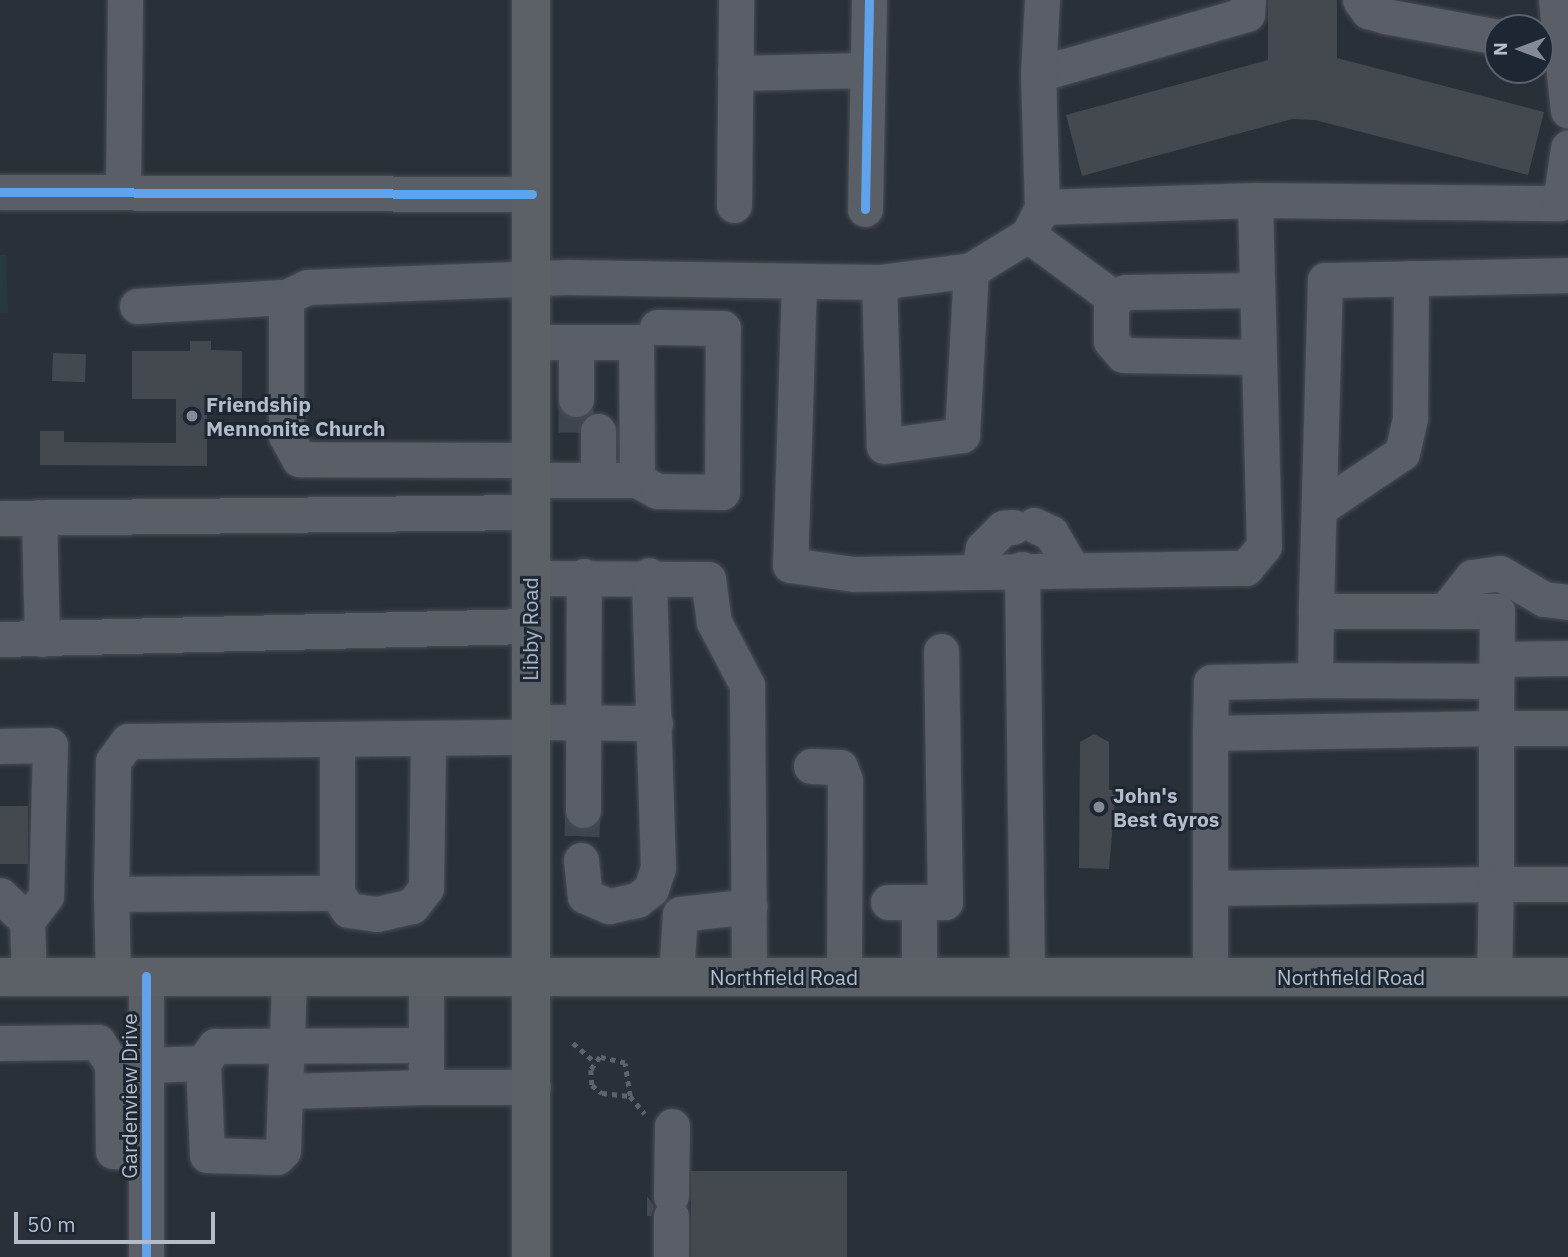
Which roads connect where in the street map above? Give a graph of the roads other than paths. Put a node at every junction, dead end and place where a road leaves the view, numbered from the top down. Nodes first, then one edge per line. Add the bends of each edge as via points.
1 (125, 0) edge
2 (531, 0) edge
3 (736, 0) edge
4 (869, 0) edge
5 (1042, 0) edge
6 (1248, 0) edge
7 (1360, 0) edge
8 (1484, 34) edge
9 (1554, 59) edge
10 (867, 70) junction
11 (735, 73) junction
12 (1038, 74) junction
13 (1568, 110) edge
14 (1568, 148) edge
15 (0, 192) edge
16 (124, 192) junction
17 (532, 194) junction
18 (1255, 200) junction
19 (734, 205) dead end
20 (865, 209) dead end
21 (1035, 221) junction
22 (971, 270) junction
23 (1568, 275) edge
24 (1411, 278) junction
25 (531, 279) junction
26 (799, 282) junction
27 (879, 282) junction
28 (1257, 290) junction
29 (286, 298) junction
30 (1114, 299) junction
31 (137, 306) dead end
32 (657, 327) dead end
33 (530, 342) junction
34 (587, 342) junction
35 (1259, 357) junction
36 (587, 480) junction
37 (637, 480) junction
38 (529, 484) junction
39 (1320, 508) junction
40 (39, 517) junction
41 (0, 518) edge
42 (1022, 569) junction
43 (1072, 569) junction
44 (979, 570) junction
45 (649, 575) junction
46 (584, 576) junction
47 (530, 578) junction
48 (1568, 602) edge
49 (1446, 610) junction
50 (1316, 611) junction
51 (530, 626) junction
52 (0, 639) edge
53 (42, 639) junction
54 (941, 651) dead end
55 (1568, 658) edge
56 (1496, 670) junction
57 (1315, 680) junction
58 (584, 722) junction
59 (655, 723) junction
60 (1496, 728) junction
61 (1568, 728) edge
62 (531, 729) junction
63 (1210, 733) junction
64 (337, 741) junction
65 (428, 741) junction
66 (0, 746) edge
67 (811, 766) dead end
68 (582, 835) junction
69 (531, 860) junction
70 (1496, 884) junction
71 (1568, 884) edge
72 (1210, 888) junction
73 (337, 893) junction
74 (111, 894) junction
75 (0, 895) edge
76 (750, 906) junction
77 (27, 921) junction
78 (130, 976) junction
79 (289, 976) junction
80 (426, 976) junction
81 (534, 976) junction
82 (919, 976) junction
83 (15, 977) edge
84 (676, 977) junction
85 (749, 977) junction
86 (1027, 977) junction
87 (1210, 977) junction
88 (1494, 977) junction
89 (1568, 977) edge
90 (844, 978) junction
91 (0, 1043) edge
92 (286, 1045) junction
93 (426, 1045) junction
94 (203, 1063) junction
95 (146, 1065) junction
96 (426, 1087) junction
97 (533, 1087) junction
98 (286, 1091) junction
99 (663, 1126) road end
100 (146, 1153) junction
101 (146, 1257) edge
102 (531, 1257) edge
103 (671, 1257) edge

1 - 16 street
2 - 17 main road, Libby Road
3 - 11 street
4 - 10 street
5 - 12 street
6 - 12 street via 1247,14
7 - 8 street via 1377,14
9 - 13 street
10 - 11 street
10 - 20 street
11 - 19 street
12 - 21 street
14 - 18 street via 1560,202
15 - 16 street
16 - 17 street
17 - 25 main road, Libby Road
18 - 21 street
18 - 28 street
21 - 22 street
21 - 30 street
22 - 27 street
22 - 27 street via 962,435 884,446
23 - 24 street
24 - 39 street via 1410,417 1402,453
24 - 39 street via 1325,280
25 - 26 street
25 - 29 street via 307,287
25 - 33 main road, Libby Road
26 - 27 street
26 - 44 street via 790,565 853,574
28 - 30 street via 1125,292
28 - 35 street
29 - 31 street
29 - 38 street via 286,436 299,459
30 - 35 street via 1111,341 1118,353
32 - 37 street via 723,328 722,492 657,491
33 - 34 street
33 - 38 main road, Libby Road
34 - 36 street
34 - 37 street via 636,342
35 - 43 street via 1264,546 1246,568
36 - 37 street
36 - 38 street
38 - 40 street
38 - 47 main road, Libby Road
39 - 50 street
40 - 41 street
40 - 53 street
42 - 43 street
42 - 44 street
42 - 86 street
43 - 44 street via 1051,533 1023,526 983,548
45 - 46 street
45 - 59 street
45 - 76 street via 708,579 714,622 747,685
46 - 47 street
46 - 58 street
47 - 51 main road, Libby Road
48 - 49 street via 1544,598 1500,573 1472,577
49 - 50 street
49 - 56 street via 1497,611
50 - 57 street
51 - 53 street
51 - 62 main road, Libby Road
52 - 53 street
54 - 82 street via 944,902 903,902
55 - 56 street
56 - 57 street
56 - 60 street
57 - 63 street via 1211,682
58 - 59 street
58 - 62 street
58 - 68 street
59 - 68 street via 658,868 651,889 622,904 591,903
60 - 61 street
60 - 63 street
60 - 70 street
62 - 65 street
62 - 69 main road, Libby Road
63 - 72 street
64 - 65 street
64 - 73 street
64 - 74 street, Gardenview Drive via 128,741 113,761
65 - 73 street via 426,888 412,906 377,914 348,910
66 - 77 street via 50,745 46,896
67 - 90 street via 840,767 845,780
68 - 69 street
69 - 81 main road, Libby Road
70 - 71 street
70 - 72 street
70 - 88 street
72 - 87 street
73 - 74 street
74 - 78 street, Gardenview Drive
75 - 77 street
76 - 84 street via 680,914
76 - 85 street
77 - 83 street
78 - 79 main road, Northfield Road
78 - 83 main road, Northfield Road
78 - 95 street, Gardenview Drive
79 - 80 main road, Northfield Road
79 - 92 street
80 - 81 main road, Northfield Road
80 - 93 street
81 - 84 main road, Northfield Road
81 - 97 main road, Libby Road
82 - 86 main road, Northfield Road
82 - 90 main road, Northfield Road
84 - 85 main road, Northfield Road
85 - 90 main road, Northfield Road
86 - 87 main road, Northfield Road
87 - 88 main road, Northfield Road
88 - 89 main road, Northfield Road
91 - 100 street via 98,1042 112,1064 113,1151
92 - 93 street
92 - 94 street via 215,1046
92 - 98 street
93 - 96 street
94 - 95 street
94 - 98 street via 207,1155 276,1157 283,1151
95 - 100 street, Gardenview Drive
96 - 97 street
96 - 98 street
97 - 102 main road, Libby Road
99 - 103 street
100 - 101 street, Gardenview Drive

:: TASK OBJECTIVE ::
Pictures stay out; repeat all the rest of the records exactly.

:: REPLY ::
Which roads connect where in the street map above? Give a graph of the roads other than paths. Put a node at every junction, dead end and place where a road leaves the view, numbered from the top down. Nodes first, then one edge per line. Add the bends of each edge as via points.
1 (125, 0) edge
2 (531, 0) edge
3 (736, 0) edge
4 (869, 0) edge
5 (1042, 0) edge
6 (1248, 0) edge
7 (1360, 0) edge
8 (1484, 34) edge
9 (1554, 59) edge
10 (867, 70) junction
11 (735, 73) junction
12 (1038, 74) junction
13 (1568, 110) edge
14 (1568, 148) edge
15 (0, 192) edge
16 (124, 192) junction
17 (532, 194) junction
18 (1255, 200) junction
19 (734, 205) dead end
20 (865, 209) dead end
21 (1035, 221) junction
22 (971, 270) junction
23 (1568, 275) edge
24 (1411, 278) junction
25 (531, 279) junction
26 (799, 282) junction
27 (879, 282) junction
28 (1257, 290) junction
29 (286, 298) junction
30 (1114, 299) junction
31 (137, 306) dead end
32 (657, 327) dead end
33 (530, 342) junction
34 (587, 342) junction
35 (1259, 357) junction
36 (587, 480) junction
37 (637, 480) junction
38 (529, 484) junction
39 (1320, 508) junction
40 (39, 517) junction
41 (0, 518) edge
42 (1022, 569) junction
43 (1072, 569) junction
44 (979, 570) junction
45 (649, 575) junction
46 (584, 576) junction
47 (530, 578) junction
48 (1568, 602) edge
49 (1446, 610) junction
50 (1316, 611) junction
51 (530, 626) junction
52 (0, 639) edge
53 (42, 639) junction
54 (941, 651) dead end
55 (1568, 658) edge
56 (1496, 670) junction
57 (1315, 680) junction
58 (584, 722) junction
59 (655, 723) junction
60 (1496, 728) junction
61 (1568, 728) edge
62 (531, 729) junction
63 (1210, 733) junction
64 (337, 741) junction
65 (428, 741) junction
66 (0, 746) edge
67 (811, 766) dead end
68 (582, 835) junction
69 (531, 860) junction
70 (1496, 884) junction
71 (1568, 884) edge
72 (1210, 888) junction
73 (337, 893) junction
74 (111, 894) junction
75 (0, 895) edge
76 (750, 906) junction
77 (27, 921) junction
78 (130, 976) junction
79 (289, 976) junction
80 (426, 976) junction
81 (534, 976) junction
82 (919, 976) junction
83 (15, 977) edge
84 (676, 977) junction
85 (749, 977) junction
86 (1027, 977) junction
87 (1210, 977) junction
88 (1494, 977) junction
89 (1568, 977) edge
90 (844, 978) junction
91 (0, 1043) edge
92 (286, 1045) junction
93 (426, 1045) junction
94 (203, 1063) junction
95 (146, 1065) junction
96 (426, 1087) junction
97 (533, 1087) junction
98 (286, 1091) junction
99 (663, 1126) road end
100 (146, 1153) junction
101 (146, 1257) edge
102 (531, 1257) edge
103 (671, 1257) edge

1 - 16 street
2 - 17 main road, Libby Road
3 - 11 street
4 - 10 street
5 - 12 street
6 - 12 street via 1247,14
7 - 8 street via 1377,14
9 - 13 street
10 - 11 street
10 - 20 street
11 - 19 street
12 - 21 street
14 - 18 street via 1560,202
15 - 16 street
16 - 17 street
17 - 25 main road, Libby Road
18 - 21 street
18 - 28 street
21 - 22 street
21 - 30 street
22 - 27 street
22 - 27 street via 962,435 884,446
23 - 24 street
24 - 39 street via 1410,417 1402,453
24 - 39 street via 1325,280
25 - 26 street
25 - 29 street via 307,287
25 - 33 main road, Libby Road
26 - 27 street
26 - 44 street via 790,565 853,574
28 - 30 street via 1125,292
28 - 35 street
29 - 31 street
29 - 38 street via 286,436 299,459
30 - 35 street via 1111,341 1118,353
32 - 37 street via 723,328 722,492 657,491
33 - 34 street
33 - 38 main road, Libby Road
34 - 36 street
34 - 37 street via 636,342
35 - 43 street via 1264,546 1246,568
36 - 37 street
36 - 38 street
38 - 40 street
38 - 47 main road, Libby Road
39 - 50 street
40 - 41 street
40 - 53 street
42 - 43 street
42 - 44 street
42 - 86 street
43 - 44 street via 1051,533 1023,526 983,548
45 - 46 street
45 - 59 street
45 - 76 street via 708,579 714,622 747,685
46 - 47 street
46 - 58 street
47 - 51 main road, Libby Road
48 - 49 street via 1544,598 1500,573 1472,577
49 - 50 street
49 - 56 street via 1497,611
50 - 57 street
51 - 53 street
51 - 62 main road, Libby Road
52 - 53 street
54 - 82 street via 944,902 903,902
55 - 56 street
56 - 57 street
56 - 60 street
57 - 63 street via 1211,682
58 - 59 street
58 - 62 street
58 - 68 street
59 - 68 street via 658,868 651,889 622,904 591,903
60 - 61 street
60 - 63 street
60 - 70 street
62 - 65 street
62 - 69 main road, Libby Road
63 - 72 street
64 - 65 street
64 - 73 street
64 - 74 street, Gardenview Drive via 128,741 113,761
65 - 73 street via 426,888 412,906 377,914 348,910
66 - 77 street via 50,745 46,896
67 - 90 street via 840,767 845,780
68 - 69 street
69 - 81 main road, Libby Road
70 - 71 street
70 - 72 street
70 - 88 street
72 - 87 street
73 - 74 street
74 - 78 street, Gardenview Drive
75 - 77 street
76 - 84 street via 680,914
76 - 85 street
77 - 83 street
78 - 79 main road, Northfield Road
78 - 83 main road, Northfield Road
78 - 95 street, Gardenview Drive
79 - 80 main road, Northfield Road
79 - 92 street
80 - 81 main road, Northfield Road
80 - 93 street
81 - 84 main road, Northfield Road
81 - 97 main road, Libby Road
82 - 86 main road, Northfield Road
82 - 90 main road, Northfield Road
84 - 85 main road, Northfield Road
85 - 90 main road, Northfield Road
86 - 87 main road, Northfield Road
87 - 88 main road, Northfield Road
88 - 89 main road, Northfield Road
91 - 100 street via 98,1042 112,1064 113,1151
92 - 93 street
92 - 94 street via 215,1046
92 - 98 street
93 - 96 street
94 - 95 street
94 - 98 street via 207,1155 276,1157 283,1151
95 - 100 street, Gardenview Drive
96 - 97 street
96 - 98 street
97 - 102 main road, Libby Road
99 - 103 street
100 - 101 street, Gardenview Drive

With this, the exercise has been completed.